Neapolitan Pasta with Lentils, or Pasta e Lenticchie: Popular recipes vary considerably from place to place; this version is Neapolitan, and is vegetarian.
Prep Time: 35 minutes
Cook Time: 1 hour
Total Time: 1 hour, 35 minutes
Yield: 6 servings Pasta and Lentil Soup
- 12 ounces (300 g) green lentils
- 1/3 cup olive oil
- 3 cloves garlic
- A small bunch parsley, minced
- 3-4 blanched, peeled, seeded and chopped tomatoes (canned tomatoes will work)
- 1 teaspoon tomato paste
- 1 pound (500 g) small tubular pasta
- Salt and pepper to taste
Put the lentils in a pot with an inch or so of water to cover, and cook them slowly, covered, over a low flame for about 2 hours.
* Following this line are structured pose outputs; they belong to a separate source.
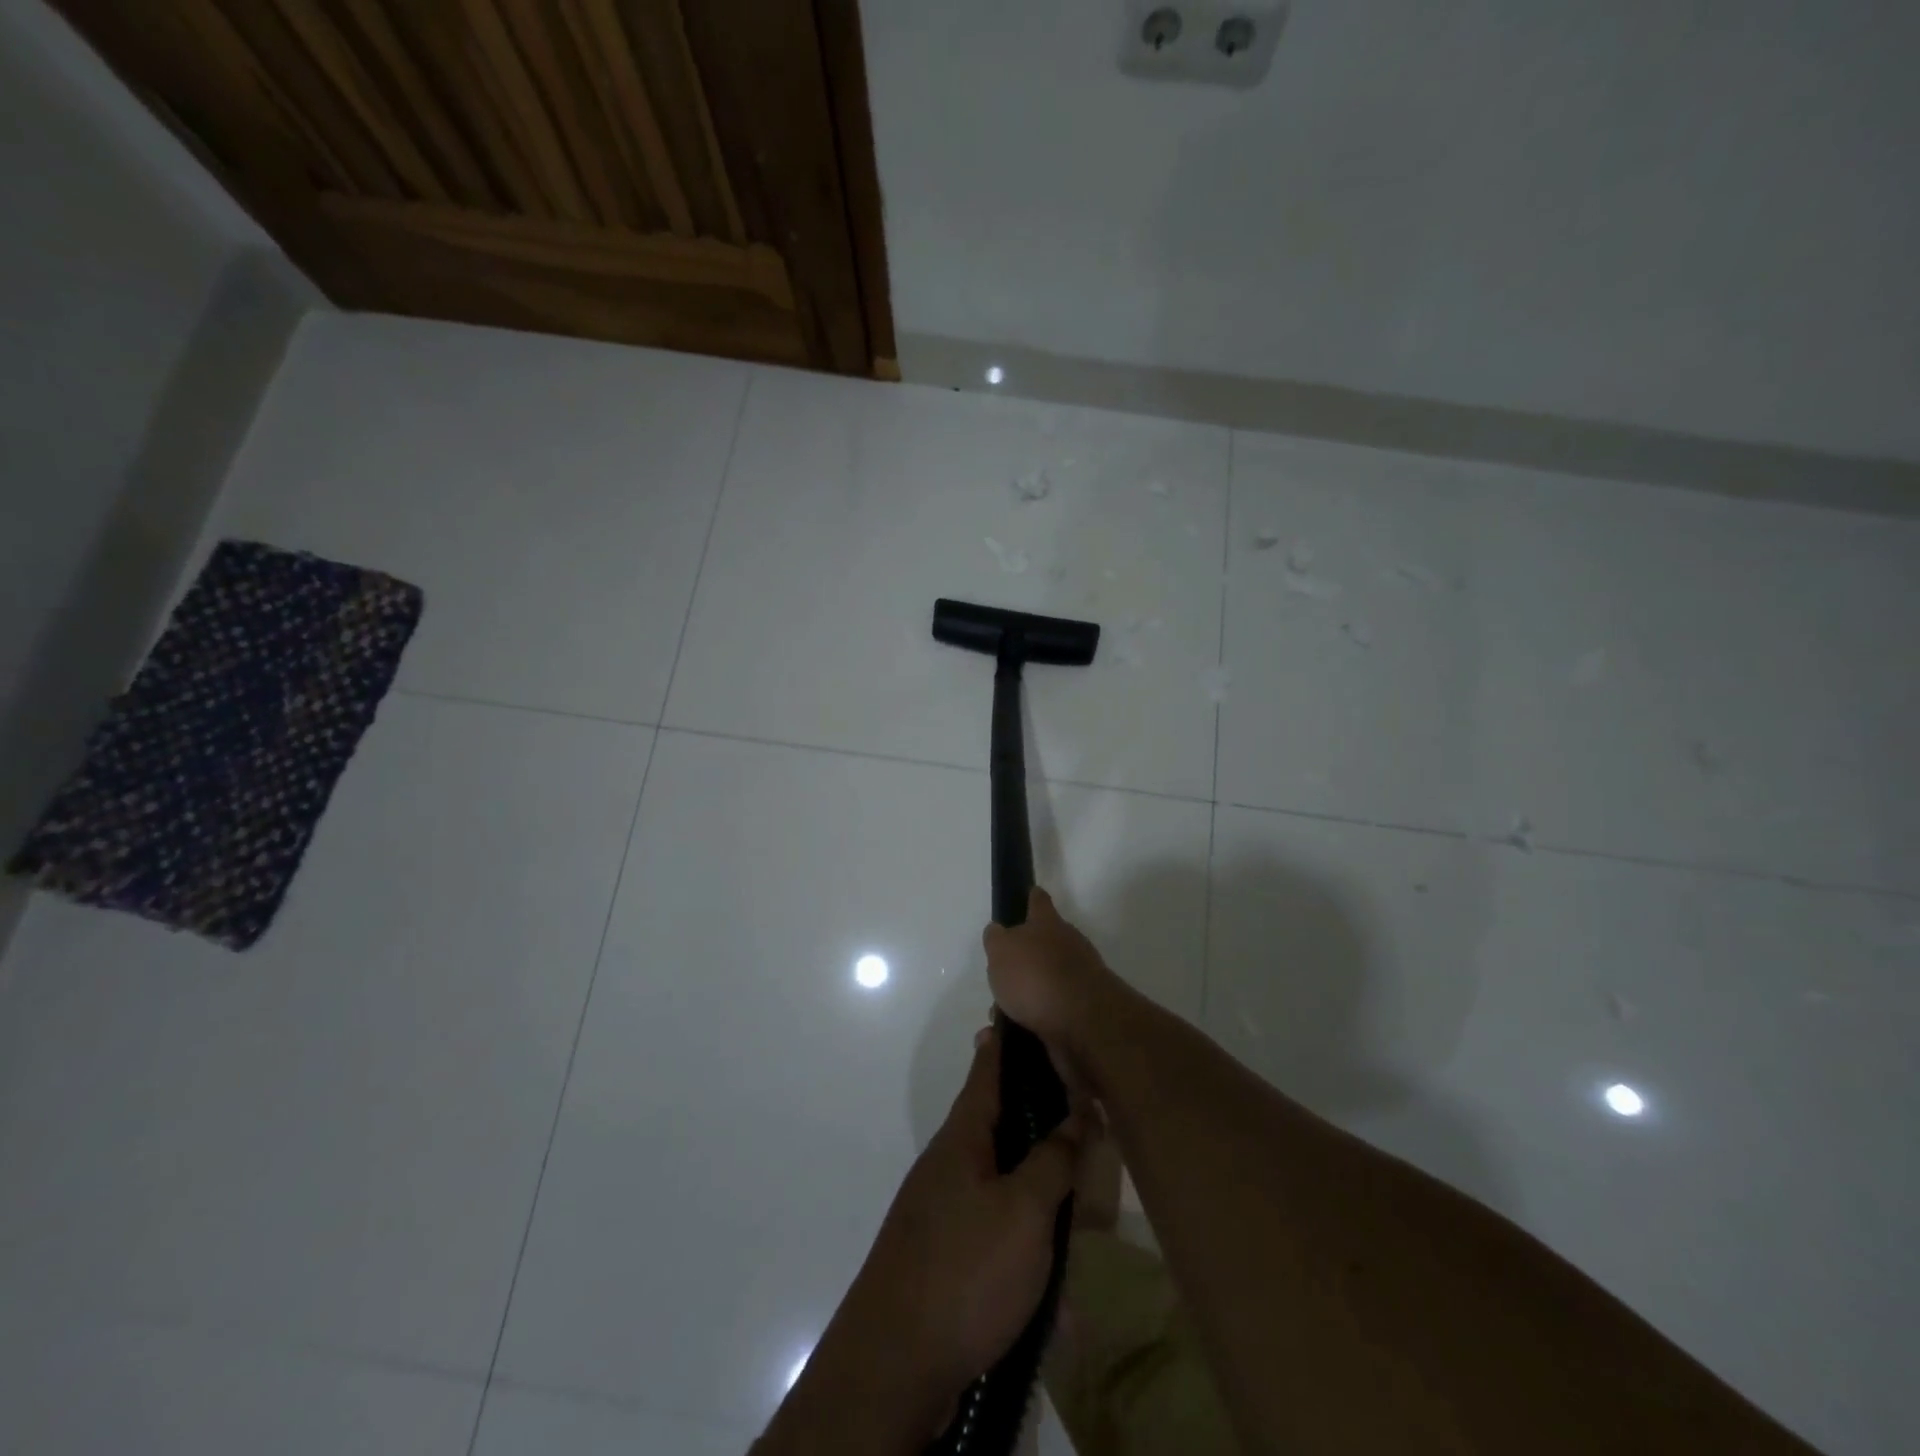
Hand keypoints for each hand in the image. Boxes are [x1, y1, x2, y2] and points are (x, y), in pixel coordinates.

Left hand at [843, 1025, 1080, 1404]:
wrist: (894, 1365)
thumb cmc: (964, 1270)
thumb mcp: (1024, 1211)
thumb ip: (1054, 1158)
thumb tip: (1079, 1110)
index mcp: (964, 1135)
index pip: (988, 1067)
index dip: (1009, 1038)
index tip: (1026, 1009)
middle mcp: (952, 1160)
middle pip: (1002, 1119)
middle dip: (1041, 1113)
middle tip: (1085, 1109)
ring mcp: (947, 1205)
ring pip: (1005, 1173)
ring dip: (1040, 1179)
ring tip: (1081, 1190)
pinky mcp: (950, 1249)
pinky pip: (998, 1220)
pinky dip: (1028, 1229)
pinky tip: (1055, 1268)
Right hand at [982, 887, 1114, 1056]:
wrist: (1082, 1022)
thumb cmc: (1035, 976)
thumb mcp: (1001, 950)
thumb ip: (997, 939)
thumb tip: (998, 931)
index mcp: (1048, 924)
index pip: (1039, 901)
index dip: (1031, 898)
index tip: (1029, 894)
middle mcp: (1068, 945)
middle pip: (1044, 944)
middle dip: (1024, 960)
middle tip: (1001, 977)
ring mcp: (1080, 978)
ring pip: (1046, 981)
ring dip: (1026, 995)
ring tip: (1002, 1015)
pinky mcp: (1082, 1011)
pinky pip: (1051, 1011)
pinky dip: (1035, 1019)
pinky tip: (1017, 1032)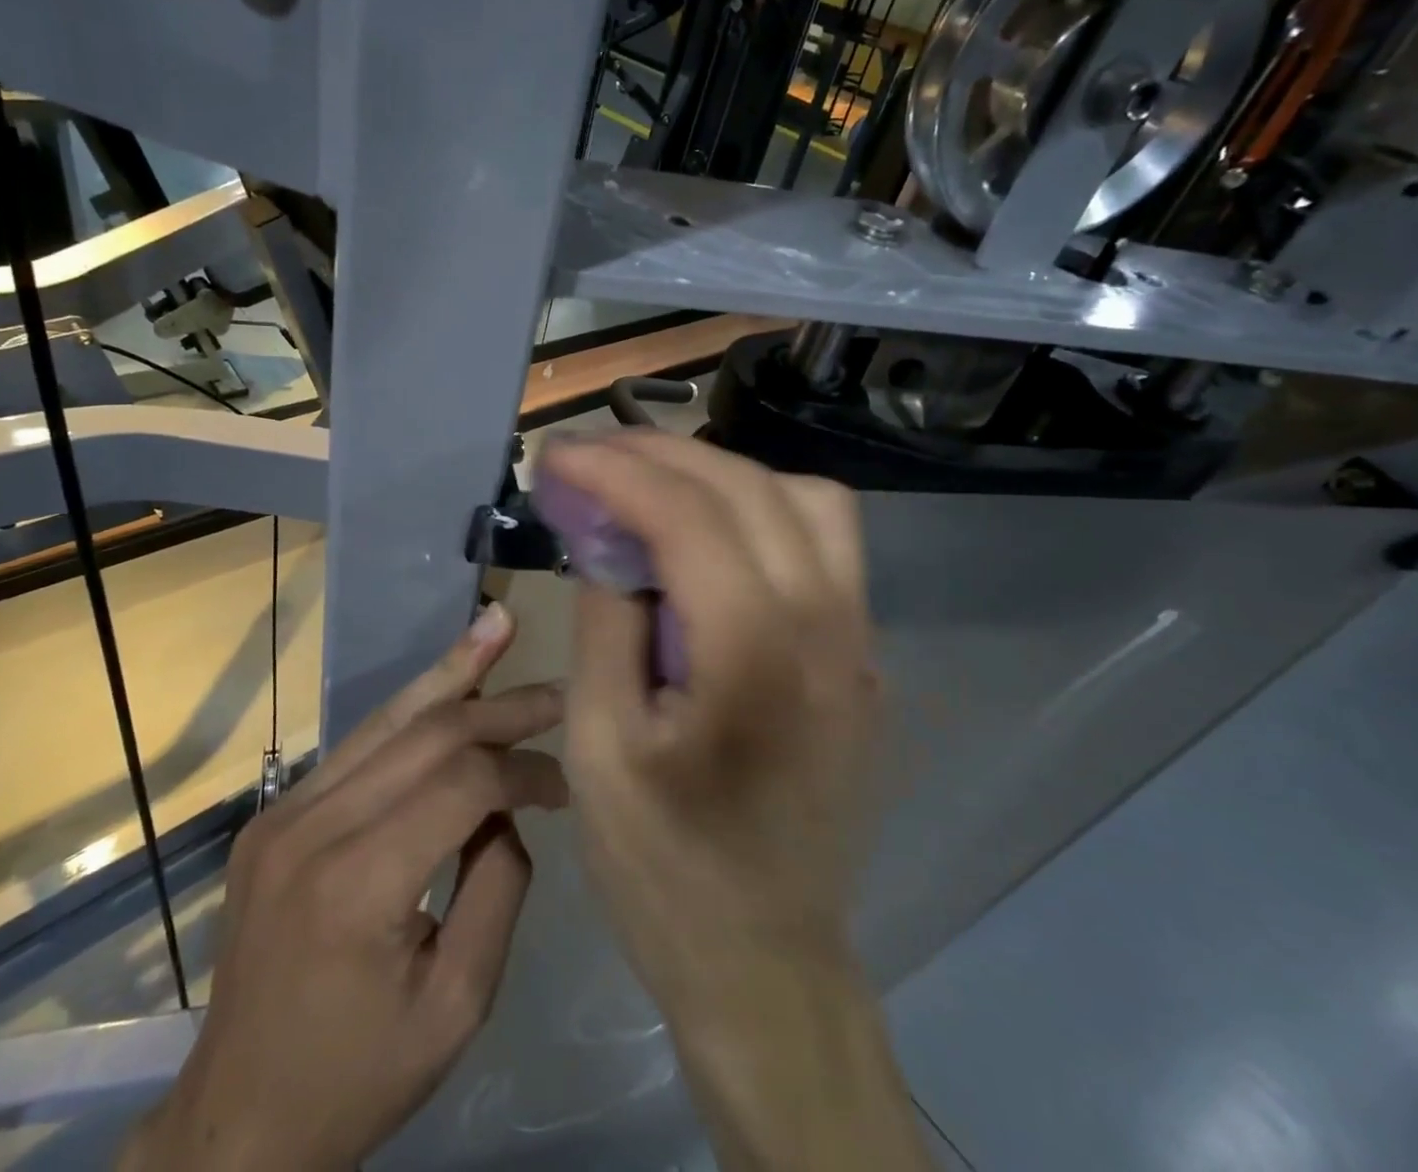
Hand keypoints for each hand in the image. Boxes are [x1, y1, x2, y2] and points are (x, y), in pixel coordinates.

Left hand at [127, 603, 566, 1171]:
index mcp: (359, 885)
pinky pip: (359, 745)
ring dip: (453, 674)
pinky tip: (448, 678)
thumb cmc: (359, 1077)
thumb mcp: (458, 1004)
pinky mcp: (274, 813)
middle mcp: (312, 828)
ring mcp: (283, 813)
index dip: (524, 770)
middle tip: (559, 692)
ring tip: (499, 624)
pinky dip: (413, 709)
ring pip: (388, 719)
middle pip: (427, 734)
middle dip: (502, 708)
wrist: (238, 1120)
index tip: (564, 784)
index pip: (462, 783)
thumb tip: (509, 809)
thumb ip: (498, 888)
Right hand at [546, 430, 877, 997]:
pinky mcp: (861, 657)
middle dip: (661, 454)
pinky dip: (760, 509)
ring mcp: (859, 642)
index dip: (615, 470)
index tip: (556, 455)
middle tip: (592, 457)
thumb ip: (605, 621)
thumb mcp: (597, 746)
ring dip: (721, 474)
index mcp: (754, 658)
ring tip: (651, 485)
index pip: (688, 515)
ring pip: (806, 500)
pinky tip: (708, 534)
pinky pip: (824, 543)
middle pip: (750, 487)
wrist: (767, 962)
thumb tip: (606, 537)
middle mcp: (827, 630)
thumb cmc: (662, 868)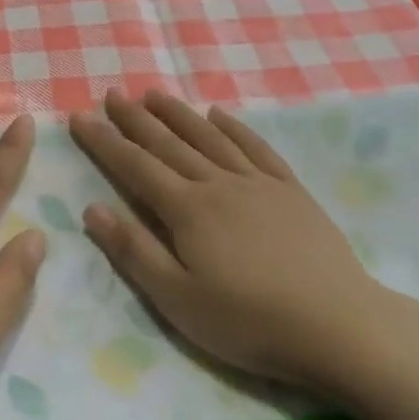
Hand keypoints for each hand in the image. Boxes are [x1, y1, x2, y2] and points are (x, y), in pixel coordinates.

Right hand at [69, 90, 395, 394]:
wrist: (338, 325)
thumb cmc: (250, 322)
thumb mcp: (178, 300)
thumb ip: (134, 251)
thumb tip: (92, 208)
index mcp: (187, 209)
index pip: (135, 166)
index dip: (104, 141)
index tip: (80, 116)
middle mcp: (218, 183)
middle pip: (168, 143)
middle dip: (136, 118)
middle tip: (112, 94)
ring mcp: (257, 183)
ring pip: (209, 137)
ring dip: (178, 113)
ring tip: (154, 94)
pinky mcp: (289, 190)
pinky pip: (255, 147)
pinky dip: (234, 127)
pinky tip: (219, 114)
In the meantime bring a second pot of water to a slow boil. When they're done (they'll be soft but not mushy) remove as much water as you can from the pot without removing the lentils, and replace it with the fresh boiling water. Add the oil, garlic (grated would be ideal), tomatoes, tomato paste, salt and pepper, and cook slowly for another half hour.
Cook the pasta until it is half done separately, then drain it and add it to the lentil mixture, together with the parsley. By the time everything is done the soup should be almost dry.